++++ EXCERPTED RECORDS ++++

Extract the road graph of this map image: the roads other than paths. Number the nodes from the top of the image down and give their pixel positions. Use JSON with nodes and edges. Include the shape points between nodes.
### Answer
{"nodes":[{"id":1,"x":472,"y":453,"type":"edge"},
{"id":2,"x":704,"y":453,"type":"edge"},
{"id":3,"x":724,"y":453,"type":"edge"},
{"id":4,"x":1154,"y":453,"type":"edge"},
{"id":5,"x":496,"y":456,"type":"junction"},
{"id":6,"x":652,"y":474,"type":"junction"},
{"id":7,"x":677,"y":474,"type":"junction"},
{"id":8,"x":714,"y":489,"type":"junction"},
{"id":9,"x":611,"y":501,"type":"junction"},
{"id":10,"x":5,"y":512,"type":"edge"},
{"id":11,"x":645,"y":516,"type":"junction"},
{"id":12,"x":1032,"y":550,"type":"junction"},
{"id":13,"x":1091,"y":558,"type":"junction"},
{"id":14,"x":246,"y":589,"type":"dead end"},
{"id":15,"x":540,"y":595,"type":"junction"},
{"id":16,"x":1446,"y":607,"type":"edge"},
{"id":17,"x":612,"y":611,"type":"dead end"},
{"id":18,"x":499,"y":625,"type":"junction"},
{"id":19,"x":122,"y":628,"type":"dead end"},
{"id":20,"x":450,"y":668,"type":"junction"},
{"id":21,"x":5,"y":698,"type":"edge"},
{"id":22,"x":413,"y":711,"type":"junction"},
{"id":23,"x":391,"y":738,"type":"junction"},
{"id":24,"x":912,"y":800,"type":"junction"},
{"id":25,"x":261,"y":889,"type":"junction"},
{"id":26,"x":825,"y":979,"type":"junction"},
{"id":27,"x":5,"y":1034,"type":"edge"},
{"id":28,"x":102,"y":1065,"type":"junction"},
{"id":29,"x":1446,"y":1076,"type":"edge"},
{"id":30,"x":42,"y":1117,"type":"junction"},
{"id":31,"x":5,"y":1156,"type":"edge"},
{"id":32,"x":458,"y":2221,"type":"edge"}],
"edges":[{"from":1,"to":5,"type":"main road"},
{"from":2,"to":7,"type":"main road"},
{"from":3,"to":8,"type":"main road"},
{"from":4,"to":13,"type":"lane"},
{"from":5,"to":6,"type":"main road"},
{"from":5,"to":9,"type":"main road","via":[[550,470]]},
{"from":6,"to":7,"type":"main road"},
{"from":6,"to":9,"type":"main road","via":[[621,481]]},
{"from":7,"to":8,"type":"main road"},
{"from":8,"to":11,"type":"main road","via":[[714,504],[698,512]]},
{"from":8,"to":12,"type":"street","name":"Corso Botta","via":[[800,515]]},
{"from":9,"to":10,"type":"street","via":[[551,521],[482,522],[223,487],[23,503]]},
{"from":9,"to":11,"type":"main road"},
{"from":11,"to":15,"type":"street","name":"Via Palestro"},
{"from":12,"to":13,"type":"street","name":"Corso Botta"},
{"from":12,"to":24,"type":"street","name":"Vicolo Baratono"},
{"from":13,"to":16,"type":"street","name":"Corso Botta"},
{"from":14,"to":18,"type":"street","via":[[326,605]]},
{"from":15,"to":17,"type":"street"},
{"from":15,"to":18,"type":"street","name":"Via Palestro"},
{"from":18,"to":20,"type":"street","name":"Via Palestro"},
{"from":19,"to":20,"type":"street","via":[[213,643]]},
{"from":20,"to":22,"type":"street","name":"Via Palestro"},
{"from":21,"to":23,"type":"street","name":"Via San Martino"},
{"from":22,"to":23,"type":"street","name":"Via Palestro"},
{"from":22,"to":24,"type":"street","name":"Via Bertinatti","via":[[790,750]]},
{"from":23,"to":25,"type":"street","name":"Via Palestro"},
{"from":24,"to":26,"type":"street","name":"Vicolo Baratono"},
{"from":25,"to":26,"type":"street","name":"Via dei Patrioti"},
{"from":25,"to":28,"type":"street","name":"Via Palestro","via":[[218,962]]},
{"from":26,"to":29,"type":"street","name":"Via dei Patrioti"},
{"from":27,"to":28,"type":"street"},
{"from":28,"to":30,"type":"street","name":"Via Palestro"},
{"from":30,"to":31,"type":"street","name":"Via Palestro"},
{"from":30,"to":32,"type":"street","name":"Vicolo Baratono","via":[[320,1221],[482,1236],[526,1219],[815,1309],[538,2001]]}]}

++++

**HOW TO COMPLETE THIS TASK:** Repeat each line of the data exactly as it appears above.

**WRITTEN SOLUTION:**
Extract the road graph of this map image: the roads other than paths. Number the nodes from the top of the image down and give their pixel positions. Use JSON with nodes and edges. Include the shape points between nodes.
### Answer
{"nodes":[{"id":1,"x":472,"y":453,"type":"edge"},
{"id":2,"x":704,"y":453,"type":"edge"},
{"id":3,"x":724,"y":453,"type":"edge"},
{"id":4,"x":1154,"y":453,"type":"edge"},
{"id":5,"x":496,"y":456,"type":"junction"},
{"id":6,"x":652,"y":474,"type":"junction"},
{"id":7,"x":677,"y":474,"type":"junction"},
{"id":8,"x":714,"y":489,"type":"junction"},
{"id":9,"x":611,"y":501,"type":"junction"},
{"id":10,"x":5,"y":512,"type":"edge"},
{"id":11,"x":645,"y":516,"type":"junction"},
{"id":12,"x":1032,"y":550,"type":"junction"},
{"id":13,"x":1091,"y":558,"type":"junction"},
{"id":14,"x":246,"y":589,"type":"dead end"},
{"id":15,"x":540,"y":595,"type":"junction"},
{"id":16,"x":1446,"y":607,"type":"edge"},
{"id":17,"x":612,"y":611,"type":"dead end"},
{"id":18,"x":499,"y":625,"type":"junction"},
{"id":19,"x":122,"y":628,"type":"dead end"},
{"id":20,"x":450,"y":668,"type":"junction"},
{"id":21,"x":5,"y":698,"type":"edge"},
{"id":22,"x":413,"y":711,"type":"junction"},
{"id":23,"x":391,"y":738,"type":"junction"},
{"id":24,"x":912,"y":800,"type":"junction"},
{"id":25,"x":261,"y":889,"type":"junction"},
{"id":26,"x":825,"y":979,"type":"junction"},
{"id":27,"x":5,"y":1034,"type":"edge"},
{"id":28,"x":102,"y":1065,"type":"junction"},
{"id":29,"x":1446,"y":1076,"type":"edge"},
{"id":30,"x":42,"y":1117,"type":"junction"},
{"id":31,"x":5,"y":1156,"type":"edge"},
{"id":32,"x":458,"y":2221,"type":"edge"}],
"edges":[{"from":1,"to":5,"type":"main road"},
{"from":2,"to":7,"type":"main road"},
{"from":3,"to":8,"type":"main road"},
{"from":4,"to":13,"type":"lane"},
{"from":5,"to":6,"type":"main road"},
{"from":5,"to":9,"type":"main road","via":[[550,470]]},
{"from":6,"to":7,"type":"main road"},
{"from":6,"to":9,"type":"main road","via":[[621,481]]},
{"from":7,"to":8,"type":"main road"},
{"from":8,"to":11,"type":"main road","via":[[714,504],[698,512]]},
{"from":8,"to":12,"type":"street","name":"Corso Botta","via":[[800,515]]},
{"from":9,"to":10,"type":"street","via":[[551,521],[482,522],[223,487],[23,503]]},
{"from":9,"to":11,"type":"main road"},
{"from":11,"to":15,"type":"street","name":"Via Palestro"},
{"from":12,"to":13,"type":"street","name":"Corso Botta"},
{"from":12,"to":24,"type":"street","name":"Vicolo Baratono"},
{"from":13,"to":16,"type":"street","name":"Corso Botta"},
{"from":14,"to":18,"type":"street","via":[[326,605]]},
{"from":15,"to":17,"type":"street"},
{"from":15,"to":18,"type":"street","name":"Via Palestro"},
{"from":18,"to":20,"type":"street","name":"Via Palestro"},
{"from":19,"to":20,"type":"street","via":[[213,643]]},
{"from":20,"to":22,"type":"street","name":"Via Palestro"},
{"from":21,"to":23,"type":"street","name":"Via San Martino"},
{"from":22,"to":23,"type":"street","name":"Via Palestro"},
{"from":22,"to":24,"type":"street","name":"Via Bertinatti","via":[[790,750]]},
{"from":23,"to":25,"type":"street","name":"Via Palestro"},
{"from":24,"to":26,"type":"street","name":"Vicolo Baratono"},
{"from":25,"to":26,"type":"street","name":"Via dei Patrioti"},
{"from":25,"to":28,"type":"street","name":"Via Palestro","via":[[218,962]]},
{"from":26,"to":29,"type":"street","name":"Via dei Patrioti"},
{"from":27,"to":28,"type":"street"},
{"from":28,"to":30,"type":"street","name":"Via Palestro"},
{"from":30,"to":31,"type":"street","name":"Via Palestro"},
{"from":30,"to":32,"type":"street","name":"Vicolo Baratono","via":[[320,1221],[482,1236],[526,1219],[815,1309],[538,2001]]}]}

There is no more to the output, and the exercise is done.